### WORK TO BE COMPLETED
Restate the full listing word for word and leave the pictures out.
** INFORMATION follows **
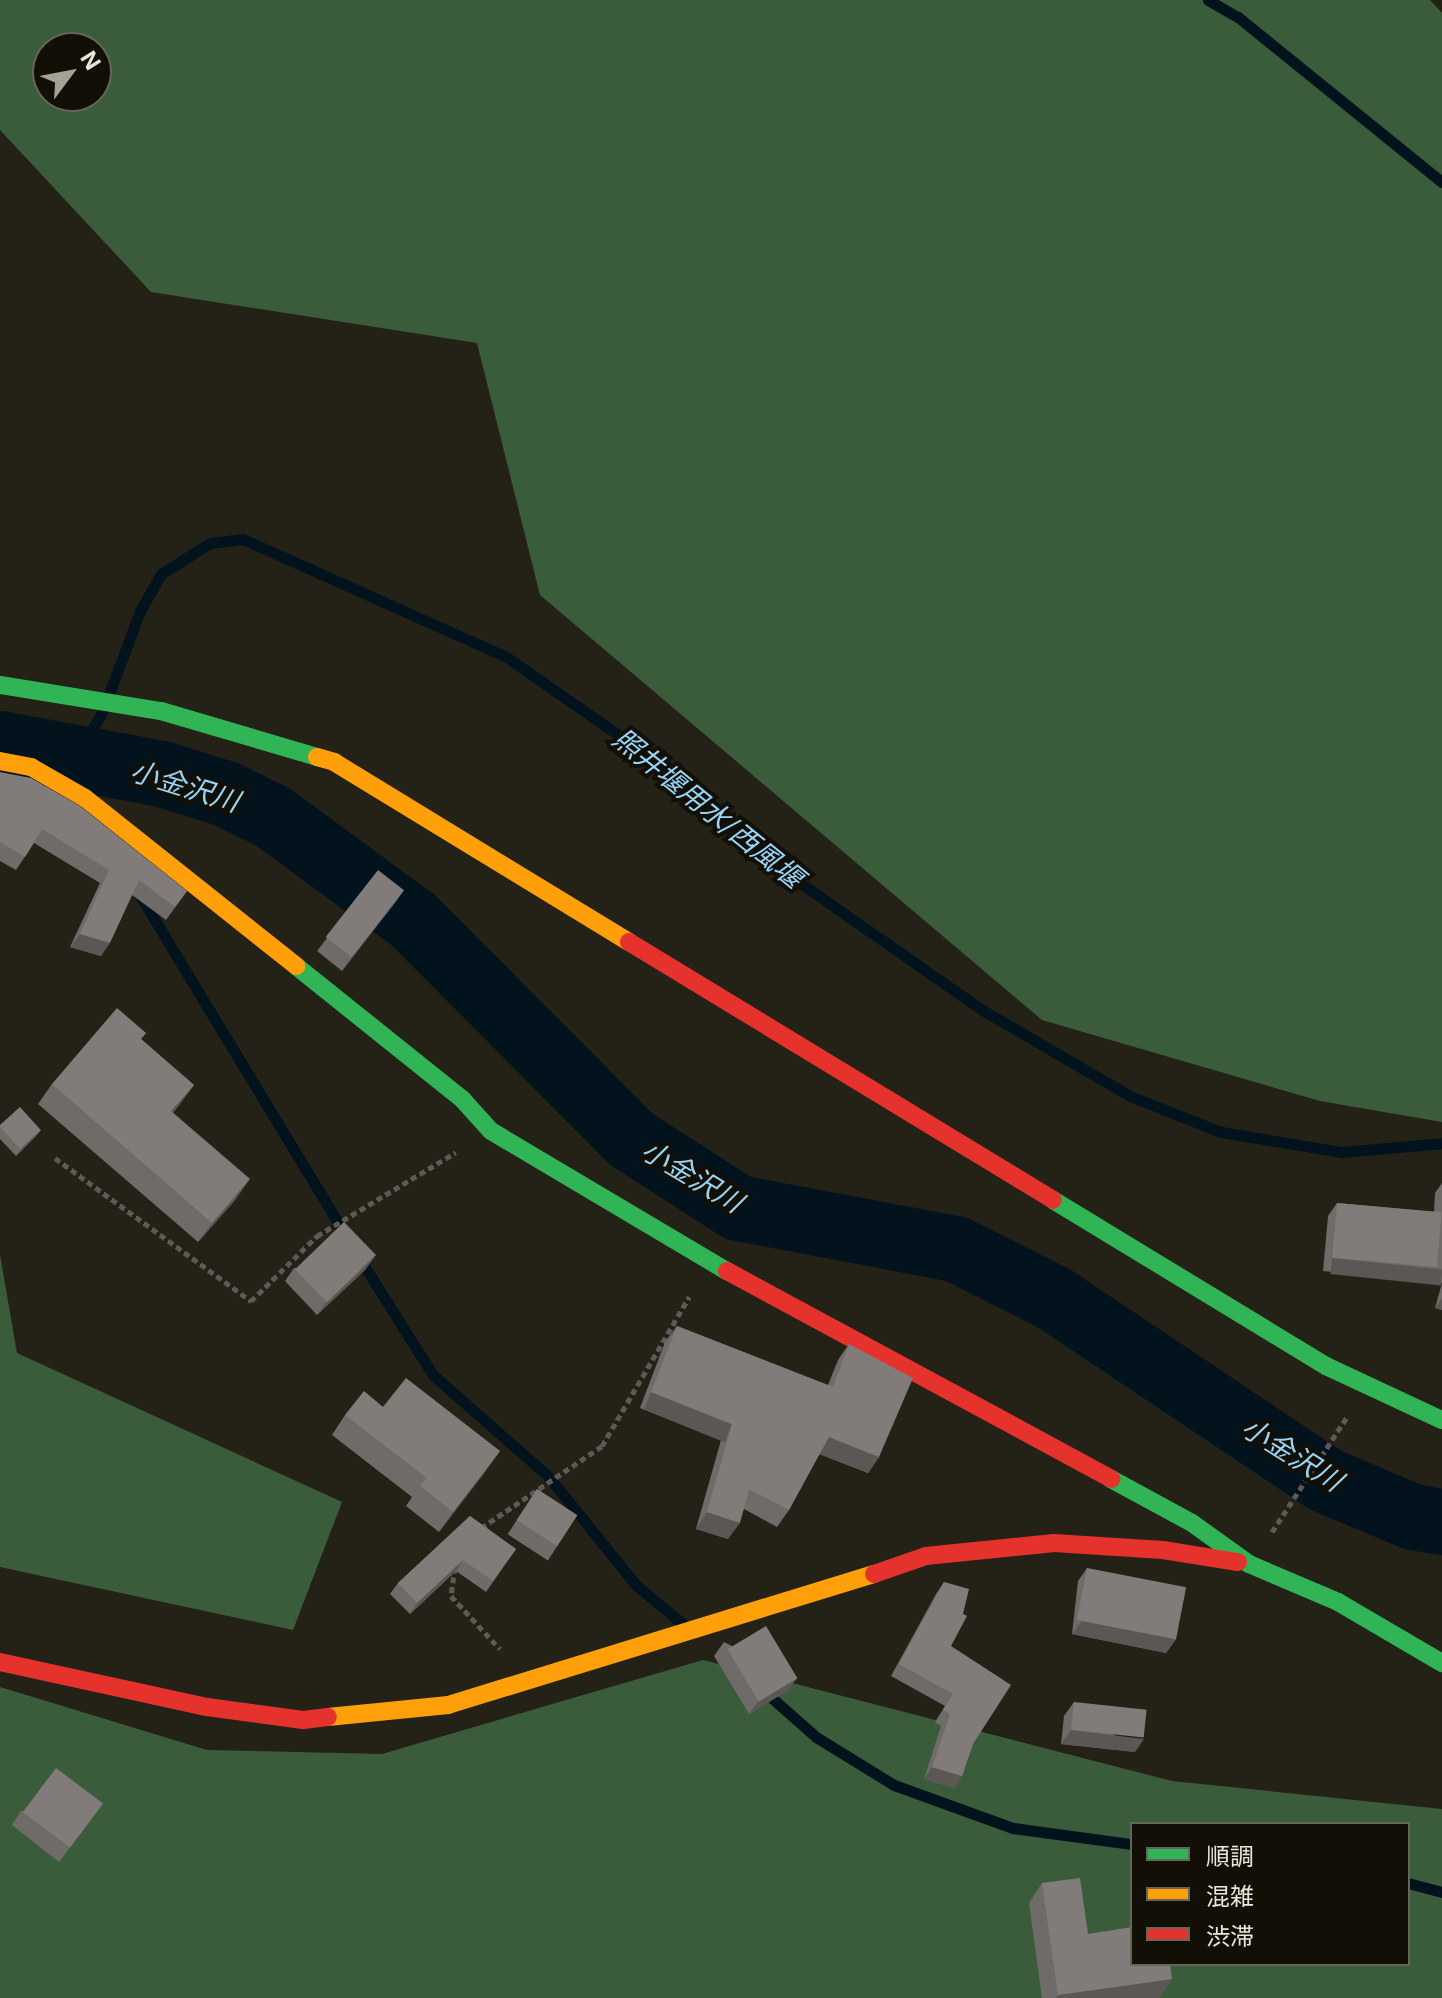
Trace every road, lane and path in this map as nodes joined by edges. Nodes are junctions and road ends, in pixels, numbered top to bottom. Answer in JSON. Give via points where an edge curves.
{"nodes":[{"id":1,"x":0,"y":685,"type":"edge"},
{"id":2,"x":0,"y":761,"type":"edge"},
{"id":3,"x":491,"y":1131,"type":"junction"},
{"id":4,"x":55,"y":1158,"type":"dead end"},
{"id":5,"x":709,"y":1262,"type":"junction"},
{"id":6,"x":1442,"y":1420,"type":"edge"},
{"id":7,"x":1339,"y":1429,"type":"dead end"},
{"id":8,"x":1292,"y":1501,"type":"dead end"},
{"id":9,"x":469,"y":1538,"type":"edge"},
{"id":10,"x":456,"y":1558,"type":"edge"},
{"id":11,"x":1249,"y":1564,"type":"junction"},
{"id":12,"x":0,"y":1662,"type":"edge"},
{"id":13,"x":1442,"y":1663,"type":"edge"},
{"id":14,"x":538,"y":1677,"type":"junction"}],
"edges":[{"from":1,"to":6,"type":"street","via":[[161,711],[334,762],[1326,1366]]},
{"from":2,"to":3,"type":"street","via":[[31,767],[85,798],[463,1100]]},
{"from":3,"to":4,"type":"path","via":[[317,1236],[251,1301]]},
{"from":3,"to":5,"type":"street"},
{"from":5,"to":9,"type":"path","via":[[602,1446]]},
{"from":5,"to":11,"type":"street","via":[[1192,1523]]},
{"from":7,"to":8,"type":"path"},
{"from":10,"to":14,"type":"path","via":[[451,1596],[486,1639]]},
{"from":11,"to":13,"type":"street","via":[[1338,1602]]},
{"from":11,"to":14,"type":"street","via":[[1163,1550],[1054,1543],[926,1556],[758,1613]]},
{"from":12,"to":14,"type":"street","via":[[207,1707],[303,1720],[448,1705]]}]}
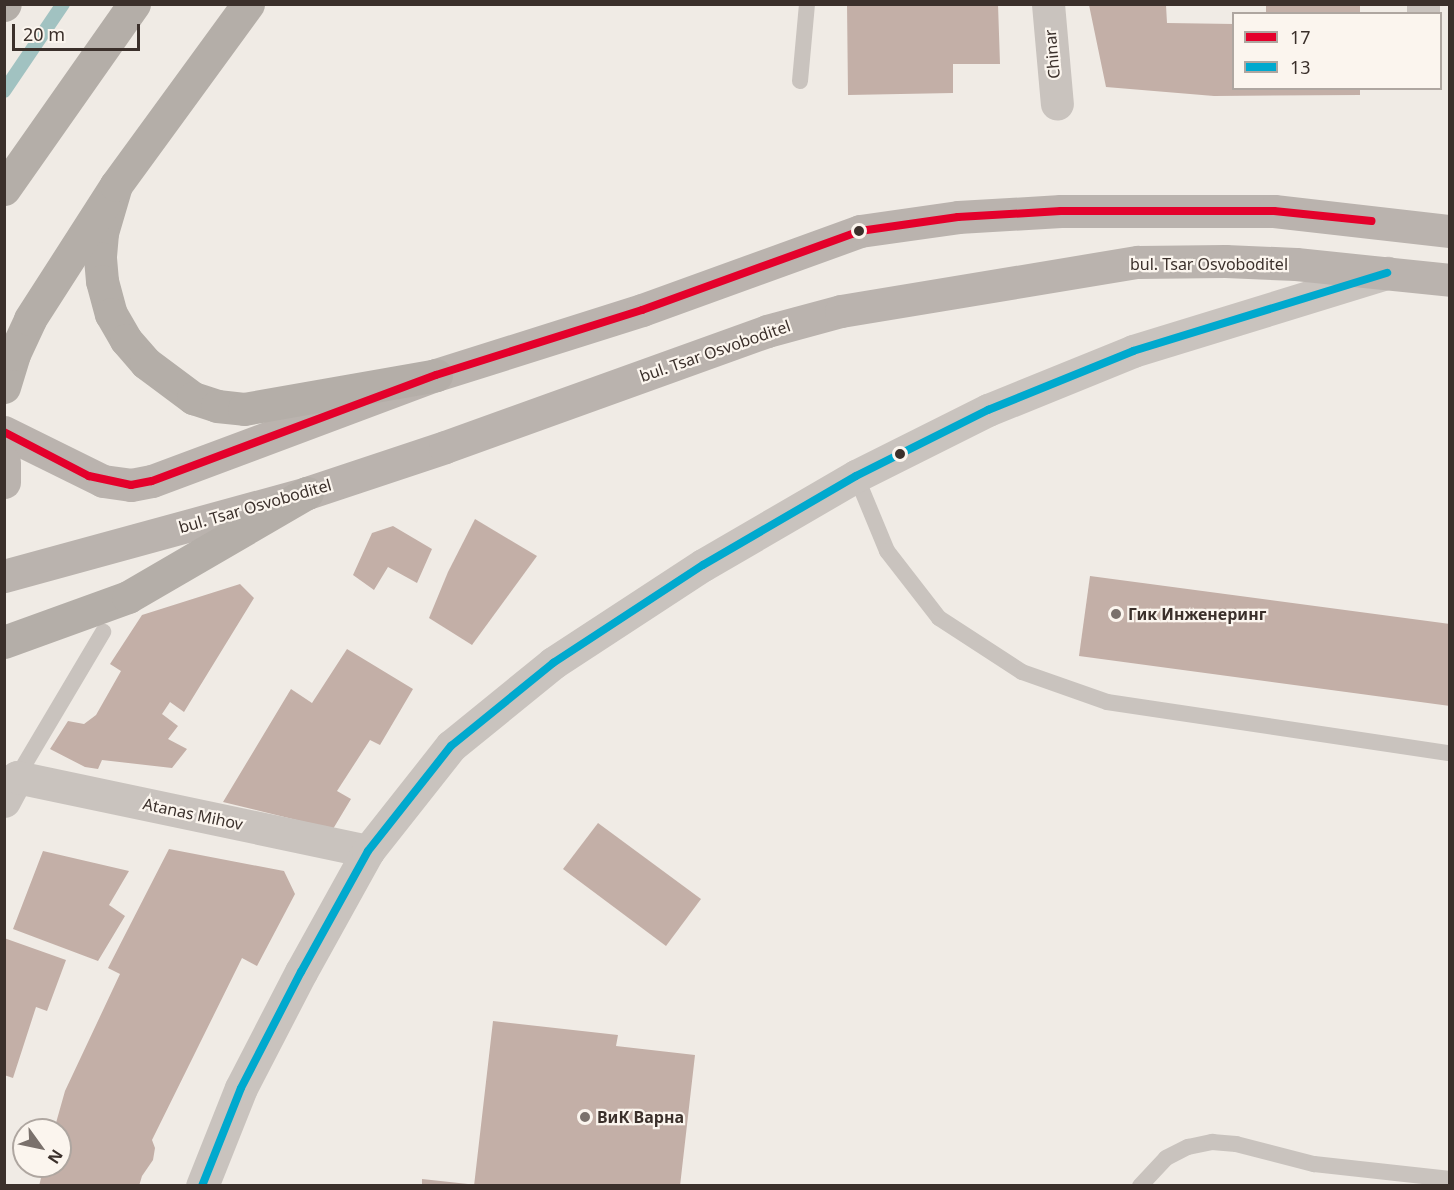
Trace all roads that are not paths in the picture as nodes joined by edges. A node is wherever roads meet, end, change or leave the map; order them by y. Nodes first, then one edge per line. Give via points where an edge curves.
1 (134, 4) edge
2 (248, 4) edge
3 (807, 4) edge
4 (1048, 4) edge
5 (801, 81) dead end
6 (1057, 104) dead end
7 (116, 185) junction
8 (4, 189) edge
9 (1449, 231) edge
10 (1387, 273) junction
11 (1449, 280) edge
12 (436, 375) junction
13 (4, 387) edge
14 (4, 432) edge
15 (4, 462) edge
16 (856, 476) junction
17 (4, 482) edge
18 (307, 493) junction
19 (4, 576) edge
20 (103, 632) dead end
21 (4, 642) edge
22 (1449, 753) edge
23 (11, 789) edge
24 (368, 851) junction
25 (1449, 1179) edge
26 (202, 1185) edge
27 (1140, 1185) edge

1 - 8 highway
2 - 7 highway
3 - 5 lane
4 - 6 street, Chinar
7 - 12 highway via 102,233 100,258 111,314 146,363 193,398 243,409
7 - 13 highway via 30,319
9 - 12 main road via 1274,211 1062,211 958,217 860,231 642,310
10 - 11 main road, bul. Tsar Osvoboditel
10 - 16 street via 1133,351 988,410
10 - 18 main road, bul. Tsar Osvoboditel via 1237,261 1138,262 841,310 766,331
12 - 14 main road via 152,481 131,485 89,476
15 - 17 main road
16 - 22 lane via 887,550 939,618 1022,672 1107,702
16 - 24 street via 703,565 553,663 451,746
18 - 19 main road, bul. Tsar Osvoboditel
18 - 21 highway via 128,597
20 - 23 lane
23 - 24 street, Atanas Mihov
24 - 26 street via 241,1088
25 - 27 lane via 1314,1164 1236,1144 1212,1142 1188,1147 1166,1158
** End of INFORMATION **
### RESPONSE
Trace every road, lane and path in this map as nodes joined by edges. Nodes are junctions and road ends, in pixels, numbered top to bottom. Answer in JSON. Give via points where an edge curves.
{"nodes":[{"id":1,"x":0,"y":685,"type":"edge"},
{"id":2,"x":0,"y":761,"type":"edge"},
{"id":3,"x":491,"y":1131,"type":"junction"},
{"id":4,"x":55,"y":1158,"type":"dead end"},
{"id":5,"x":709,"y":1262,"type":"junction"},
{"id":6,"x":1442,"y":1420,"type":"edge"},
{"id":7,"x":1339,"y":1429,"type":"dead end"},
{"id":8,"x":1292,"y":1501,"type":"dead end"},
{"id":9,"x":469,"y":1538,"type":"edge"},
{"id":10,"x":456,"y":1558,"type":"edge"},
{"id":11,"x":1249,"y":1564,"type":"junction"},
{"id":12,"x":0,"y":1662,"type":"edge"},
{"id":13,"x":1442,"y":1663,"type":"edge"},
{"id":14,"x":538,"y":1677,"type":"junction"}],
"edges":[{"from":1,"to":6,"type":"street","via":[[161,711],[334,762],[1326,1366]]},
{"from":2,"to":3,"type":"street","via":[[31,767],[85,798],[463,1100]]},
{"from":3,"to":4,"type":"path","via":[[317,1236],[251,1301]]},
{"from":3,"to":5,"type":"street"},
{"from":5,"to":9,"type":"path","via":[[602,1446]]},
{"from":5,"to":11,"type":"street","via":[[1192,1523]]},
{"from":7,"to":8,"type":"path"},
{"from":10,"to":14,"type":"path","via":[[451,1596],[486,1639]]},
{"from":11,"to":13,"type":"street","via":[[1338,1602]]},
{"from":11,"to":14,"type":"street","via":[[1163,1550],[1054,1543],[926,1556],[758,1613]]},
{"from":12,"to":14,"type":"street","via":[[207,1707],[303,1720],[448,1705]]}]}
Trace all roads that are not paths in the picture as nodes joined by edges. A node is wherever roads meet, end, change or leave the map; order them by y. Nodes first, then one edge per line. Give via points where an edge curves.
1 (134, 4) edge
2 (248, 4) edge
3 (807, 4) edge
4 (1048, 4) edge
5 (801, 81) dead end
6 (1057, 104) dead end
7 (116, 185) junction
8 (4, 189) edge
9 (1449, 231) edge
10 (1387, 273) junction
11 (1449, 280) edge
12 (436, 375) junction
13 (4, 387) edge
14 (4, 432) edge
15 (4, 462) edge
16 (856, 476) junction
17 (4, 482) edge
18 (307, 493) junction
19 (4, 576) edge
20 (103, 632) dead end
21 (4, 642) edge
22 (1449, 753) edge
23 (11, 789) edge
24 (368, 851) junction
25 (1449, 1179) edge
26 (202, 1185) edge
27 (1140, 1185) edge

1 - 8 highway
2 - 7 highway
3 - 5 lane
4 - 6 street, Chinar
7 - 12 highway via 102,233 100,258 111,314 146,363 193,398 243,409
7 - 13 highway via 30,319
9 - 12 main road via 1274,211 1062,211 958,217 860,231 642,310
10 - 11 main road, bul. Tsar Osvoboditel
10 - 16 street via 1133,351 988,410
10 - 18 main road, bul. Tsar Osvoboditel via 1237,261 1138,262 841,310 766,331
12 - 14 main road via 152,481 131,485 89,476
15 - 17 main road
16 - 22 lane via 887,550 939,618 1022,672 1107,702
16 - 24 street via 703,565 553,663 451,746
18 - 19 main road, bul. Tsar Osvoboditel
18 - 21 highway via 128,597
20 - 23 lane
23 - 24 street, Atanas Mihov
24 - 26 street via 241,1088
25 - 27 lane via 1314,1164 1236,1144 1212,1142 1188,1147 1166,1158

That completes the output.